Enormously influential, ravishing to look at, emotional but never maudlin; this intoxicating Indian classic has been lavishly restored after nearly being lost to fire. Pather Panchali (Ray’s lyrical debut and the best of the three) is set in rural Bengal and tells of Durga, her younger brother Apu, their scowling mother, kindly but ageing auntie, and dad who’s always away working. The boy plays knots-and-crosses when the teacher is not looking and he and his sister follow the sweetie man along the riverbank, their reflections seen upside down in the water. Among the universal themes of growing up, there is an undercurrent of wanting a better life that may not be better after all.
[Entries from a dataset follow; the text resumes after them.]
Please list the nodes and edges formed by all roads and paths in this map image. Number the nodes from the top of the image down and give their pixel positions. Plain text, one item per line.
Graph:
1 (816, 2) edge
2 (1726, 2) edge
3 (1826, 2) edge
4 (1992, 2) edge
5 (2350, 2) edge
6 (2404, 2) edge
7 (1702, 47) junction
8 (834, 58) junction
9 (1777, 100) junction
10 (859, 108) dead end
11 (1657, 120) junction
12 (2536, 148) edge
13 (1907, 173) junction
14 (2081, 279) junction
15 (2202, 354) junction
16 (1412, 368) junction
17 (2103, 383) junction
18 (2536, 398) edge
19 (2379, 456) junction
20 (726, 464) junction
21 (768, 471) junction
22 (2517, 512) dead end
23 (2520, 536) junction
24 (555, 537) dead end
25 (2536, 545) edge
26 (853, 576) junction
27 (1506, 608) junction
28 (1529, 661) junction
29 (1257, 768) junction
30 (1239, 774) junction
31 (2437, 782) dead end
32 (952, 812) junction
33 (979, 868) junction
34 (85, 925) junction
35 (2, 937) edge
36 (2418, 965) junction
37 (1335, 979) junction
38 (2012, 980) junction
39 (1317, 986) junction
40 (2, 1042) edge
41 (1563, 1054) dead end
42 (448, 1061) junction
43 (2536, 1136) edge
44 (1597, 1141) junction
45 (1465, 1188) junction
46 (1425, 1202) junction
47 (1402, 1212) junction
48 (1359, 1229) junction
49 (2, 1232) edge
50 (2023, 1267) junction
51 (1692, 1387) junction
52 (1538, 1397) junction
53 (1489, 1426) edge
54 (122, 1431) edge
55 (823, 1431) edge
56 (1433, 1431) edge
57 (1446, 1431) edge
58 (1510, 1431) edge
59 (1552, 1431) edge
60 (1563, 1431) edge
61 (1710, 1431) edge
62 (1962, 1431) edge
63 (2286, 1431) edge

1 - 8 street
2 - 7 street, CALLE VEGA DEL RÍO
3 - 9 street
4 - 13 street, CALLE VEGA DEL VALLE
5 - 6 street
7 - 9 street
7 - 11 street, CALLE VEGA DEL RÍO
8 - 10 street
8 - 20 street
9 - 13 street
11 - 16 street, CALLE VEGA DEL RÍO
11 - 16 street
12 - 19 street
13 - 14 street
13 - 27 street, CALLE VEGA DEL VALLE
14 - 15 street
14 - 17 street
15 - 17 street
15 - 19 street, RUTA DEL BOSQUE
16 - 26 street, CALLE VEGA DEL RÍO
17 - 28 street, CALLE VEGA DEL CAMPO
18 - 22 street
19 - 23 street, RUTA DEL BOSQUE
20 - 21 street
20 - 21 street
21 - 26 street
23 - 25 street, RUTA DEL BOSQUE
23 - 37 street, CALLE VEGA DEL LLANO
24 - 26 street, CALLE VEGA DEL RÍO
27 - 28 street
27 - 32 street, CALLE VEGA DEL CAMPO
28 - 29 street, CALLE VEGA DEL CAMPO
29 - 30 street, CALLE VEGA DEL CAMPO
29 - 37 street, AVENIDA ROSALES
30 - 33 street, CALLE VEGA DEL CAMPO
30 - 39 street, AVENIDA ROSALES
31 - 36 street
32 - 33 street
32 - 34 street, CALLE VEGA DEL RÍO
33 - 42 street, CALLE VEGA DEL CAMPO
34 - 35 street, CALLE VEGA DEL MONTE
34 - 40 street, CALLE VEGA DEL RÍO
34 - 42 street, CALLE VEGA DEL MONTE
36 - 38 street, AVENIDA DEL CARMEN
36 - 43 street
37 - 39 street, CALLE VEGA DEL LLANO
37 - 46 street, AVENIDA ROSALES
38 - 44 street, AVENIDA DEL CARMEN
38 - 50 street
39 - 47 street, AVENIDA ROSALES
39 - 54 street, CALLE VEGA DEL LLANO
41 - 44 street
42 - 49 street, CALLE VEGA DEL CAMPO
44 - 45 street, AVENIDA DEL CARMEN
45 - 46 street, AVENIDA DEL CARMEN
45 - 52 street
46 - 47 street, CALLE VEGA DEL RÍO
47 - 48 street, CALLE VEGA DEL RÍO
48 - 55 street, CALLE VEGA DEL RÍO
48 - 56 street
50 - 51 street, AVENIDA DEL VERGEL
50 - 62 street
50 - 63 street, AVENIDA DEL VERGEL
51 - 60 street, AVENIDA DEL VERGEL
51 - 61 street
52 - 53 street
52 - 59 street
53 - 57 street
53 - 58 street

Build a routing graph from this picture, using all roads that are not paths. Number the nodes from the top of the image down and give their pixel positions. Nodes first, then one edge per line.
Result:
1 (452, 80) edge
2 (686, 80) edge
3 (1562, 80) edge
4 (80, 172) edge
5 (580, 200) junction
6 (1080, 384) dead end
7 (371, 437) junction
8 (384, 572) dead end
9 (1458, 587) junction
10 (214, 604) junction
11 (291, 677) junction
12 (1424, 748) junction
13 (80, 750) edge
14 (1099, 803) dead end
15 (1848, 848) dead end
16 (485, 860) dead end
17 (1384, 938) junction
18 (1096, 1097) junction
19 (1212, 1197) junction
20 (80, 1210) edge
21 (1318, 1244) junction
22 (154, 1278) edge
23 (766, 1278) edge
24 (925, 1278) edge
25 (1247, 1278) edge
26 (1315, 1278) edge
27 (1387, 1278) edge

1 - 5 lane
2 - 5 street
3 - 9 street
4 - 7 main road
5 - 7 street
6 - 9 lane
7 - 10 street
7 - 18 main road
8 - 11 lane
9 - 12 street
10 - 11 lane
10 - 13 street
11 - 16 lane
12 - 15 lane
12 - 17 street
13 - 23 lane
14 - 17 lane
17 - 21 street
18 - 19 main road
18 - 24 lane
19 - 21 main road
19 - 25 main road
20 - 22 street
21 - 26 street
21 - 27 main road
Ray tells the story in the most affecting and poetic way. Back when the first movie was released, it was a huge and surprising hit in the West that impressed audiences and fellow filmmakers. Ray captures all sorts of small, telling details: a sudden wind in the trees, emotions etched on expressive faces, a hesitation in a doorway that says more than pages of dialogue. It might seem that not much is going on, but, of course, everything is going on.

In the second part of the trilogy, Aparajito (1956) the family has relocated to Benares, a city on the Ganges, where life gets better (and worse). We see Apu growing up to be a young student living away from home. During a visit at the holidays to his mother, she begs him to stay longer. Her sorrowful face as he leaves for the train is haunting. And the eerie sound of that train (the trilogy’s leitmotif) so often suggests hope yet presages death.

The World of Apu (1959) sees our hero’s journey move on from his student days. Now grown-up he is looking for a job in bustling, Dickensian Calcutta. Apu dreams of being a novelist and shows promise. At his dull clerking job he stares out of the window. And at as a guest at a fateful arranged marriage, the groom shows signs of insanity and Apu is prevailed upon to take the groom’s place. Suddenly he has a wife and new responsibilities.

The Apu Trilogy is the story of one man’s life – the pain, the grief, the joy – as beautifully imagined by Ray and photographed by Subrata Mitra. Ravi Shankar provides a lilting soundtrack, and a gifted cast gives the film a special immediacy and humanity.